Two Way Street

Last week I was reading through an early draft of the critical thesis of Mayumi Shimose-Poe, one of my students at the low-res MFA program at the Vermont College of Fine Arts, and one of her sentences popped off the page:

“There is a tightrope between the poles of “insider” and “outsider,” and as a fiction writer one is writing as an outsider, trying to sound like an insider.”

Now that’s an elegant way of describing the fiction writer’s task, I thought, the empathetic imagining we need to employ in order to enter the inner world of someone quite different from us. I read the sentence a few more times, proud of my student, when the thought struck me–perhaps because I’m currently finishing a non-fiction book and a novel at the same time–that something like the opposite might be said about non-fiction writers. In non-fiction, particularly memoir, one is writing as an insider, while trying to gain the emotional perspective of an outsider.

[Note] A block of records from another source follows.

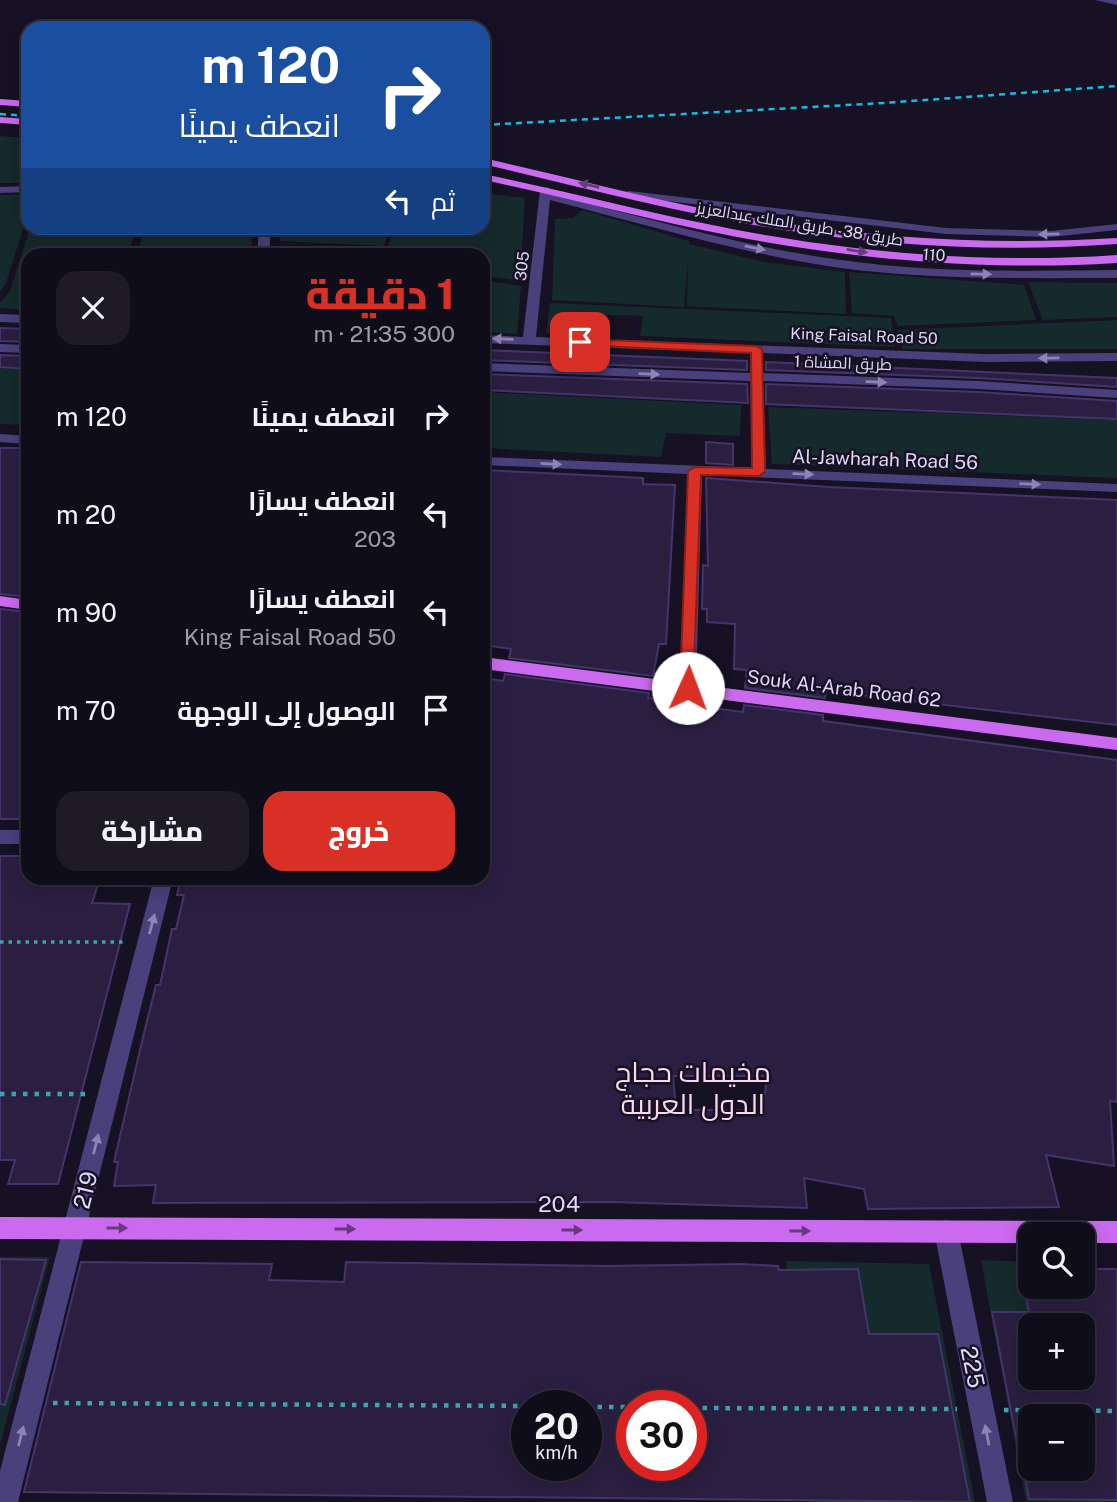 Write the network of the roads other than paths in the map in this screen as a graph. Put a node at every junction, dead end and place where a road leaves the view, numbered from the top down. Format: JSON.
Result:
{"nodes":[{"id":1,"x":1099,"y":0,"type":"edge"},
{"id":2,"x":1117,"y":2,"type":"edge"},
{"id":3,"x":0,"y":102,"type":"edge"},
{"id":4,"x":21,"y":104,"type":"edge"},
{"id":5,"x":0,"y":120,"type":"edge"},
{"id":6,"x":21,"y":121,"type":"edge"},
{"id":7,"x":490,"y":163,"type":"edge"},
{"id":8,"x":490,"y":179,"type":"edge"},
{"id":9,"x":21,"y":189,"type":"edge"},
{"id":10,"x":0,"y":190,"type":"edge"},
{"id":11,"x":546,"y":193,"type":"junction"},
{"id":12,"x":629,"y":194,"type":"junction"},
{"id":13,"x":1117,"y":227,"type":"edge"},
{"id":14,"x":1117,"y":241,"type":"edge"},
{"id":15,"x":1117,"y":259,"type":"edge"},
{"id":16,"x":1117,"y":274,"type":"edge"},
{"id":17,"x":0,"y":318,"type":"edge"},
{"id":18,"x":21,"y":319,"type":"edge"},
{"id":19,"x":490,"y":339,"type":"edge"},
{"id":20,"x":529,"y":341,"type":"junction"},
{"id":21,"x":0,"y":348,"type":"edge"},
{"id":22,"x":21,"y":349,"type":"edge"},
{"id":23,"x":756,"y":349,"type":"junction"},
{"id":24,"x":1117,"y":357,"type":"edge"},
{"id":25,"x":490,"y":367,"type":"edge"},
{"id":26,"x":757,"y":378,"type":"junction"},
{"id":27,"x":1117,"y":394,"type":"edge"},
{"id":28,"x":0,"y":438,"type":"edge"},
{"id":29,"x":21,"y":440,"type":"edge"},
{"id":30,"x":490,"y":461,"type":"edge"},
{"id":31,"x":695,"y":471,"type":"junction"},
{"id":32,"x":759,"y":472,"type":"junction"},
{"id":33,"x":1117,"y":488,"type":"edge"},
{"id":34,"x":0,"y":601,"type":"edge"},
{"id":35,"x":21,"y":604,"type":"edge"},
{"id":36,"x":490,"y":664,"type":"edge"},
{"id":37,"x":688,"y":688,"type":"junction"},
{"id":38,"x":1117,"y":744,"type":"edge"},
{"id":39,"x":0,"y":837,"type":"edge"},
{"id":40,"x":21,"y":838,"type":"edge"},
{"id":41,"x":162,"y":885,"type":"edge"},
{"id":42,"x":75,"y":1227,"type":"junction"},
{"id":43,"x":0,"y":1228,"type":"edge"},
{"id":44,"x":946,"y":1231,"type":"junction"},
{"id":45,"x":1117,"y":1232,"type":"edge"},
{"id":46,"x":5,"y":1502,"type":"edge"},
{"id":47,"x":1000,"y":1502,"type":"edge"}],
"edges":[{"from":1,"to":2,"type":"street"},
{"from":3,"to":4,"type":"main road"},
{"from":5,"to":6,"type":"main road"},
{"from":12,"to":7,"type":"main road","name":"طريق 38 - طريق الملك عبدالعزيز","one_way":true},
{"from":8,"to":11,"type":"main road","name":"طريق 38 - طريق الملك عبدالعزيز"},
{"from":9,"to":10,"type":"street"},
{"from":11,"to":15,"type":"main road","name":"طريق 38 - طريق الملك عبدالعزيز","one_way":true},
{"from":11,"to":16,"type":"street","name":"110","one_way":true},
{"from":11,"to":20,"type":"street","name":"305"},
{"from":13,"to":12,"type":"street","one_way":true},
{"from":12,"to":14,"type":"main road","name":"طريق 38 - طريق الملك عبدالعزيز"},
{"from":17,"to":18,"type":"street"},
{"from":20,"to":19,"type":"street","name":"King Faisal Road 50","one_way":true},
{"from":20,"to":23,"type":"street","name":"King Faisal Road 50"},
{"from":21,"to":22,"type":"street"},
{"from":24,"to":23,"type":"street","name":"King Faisal Road 50","one_way":true},
{"from":23,"to":26,"type":"street"},
{"from":25,"to":26,"type":"street","name":"طريق المشاة 1","one_way":true},
{"from":26,"to":27,"type":"street","name":"طريق المشاة 1","one_way":true},
{"from":26,"to":32,"type":"street"},
{"from":28,"to":29,"type":"street"},
{"from":30,"to":31,"type":"street","name":"Al-Jawharah Road 56","one_way":true},
{"from":31,"to":32,"type":"street","name":"Al-Jawharah Road 56"},
{"from":31,"to":37,"type":"street"},
{"from":32,"to":33,"type":"street","name":"Al-Jawharah Road 56","one_way":true},
{"from":34,"to":35,"type":"main road"},
{"from":36,"to":37,"type":"main road","name":"Souk Al-Arab Road 62"},
{"from":37,"to":38,"type":"main road","name":"Souk Al-Arab Road 62"},
{"from":39,"to":40,"type":"street"},
{"from":42,"to":41,"type":"street","name":"219","one_way":true},
{"from":42,"to":43,"type":"main road","name":"204"},
{"from":42,"to":44,"type":"main road","name":"204","one_way":true},
{"from":46,"to":42,"type":"street","name":"219","one_way":true},
{"from":44,"to":45,"type":"main road","name":"204"},
{"from":47,"to":44,"type":"street","name":"225","one_way":true}]}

It’s a two way street, isn’t it? (Cue the obligatory image!) The fiction writer

Picture 2

moves from outside to inside, while the non-fiction writer moves from inside to outside.

And this movement isn’t so very different from our own daily engagement with ourselves and others throughout the day. In order to understand a friend or family member during, say, a heated conversation, it helps to imagine what he or she is thinking. Sure, this is a fictional leap, since it’s impossible to know what another human being is thinking, but entering into the possible landscape of another’s thoughts, imagining that person’s perspective, is how we make our way through life.

On the other hand, if a person becomes tidally locked in his or her inner landscape, always buying one’s self-justifications and nurturing personal wounds, an effective corrective is simply to imagine oneself from the outside, to gain some necessary and potentially revelatory emotional distance.

As in our lives, so in our writing. We seek out what is unknown to us about our characters, try to imagine complexities we then mimic on the page. And when dredging up the stuff of one’s life in a memoir, it helps to hover outside oneself, like a ghost bent on the haunting possibility of insight.

So thank you, Mayumi, for that marvelous sentence!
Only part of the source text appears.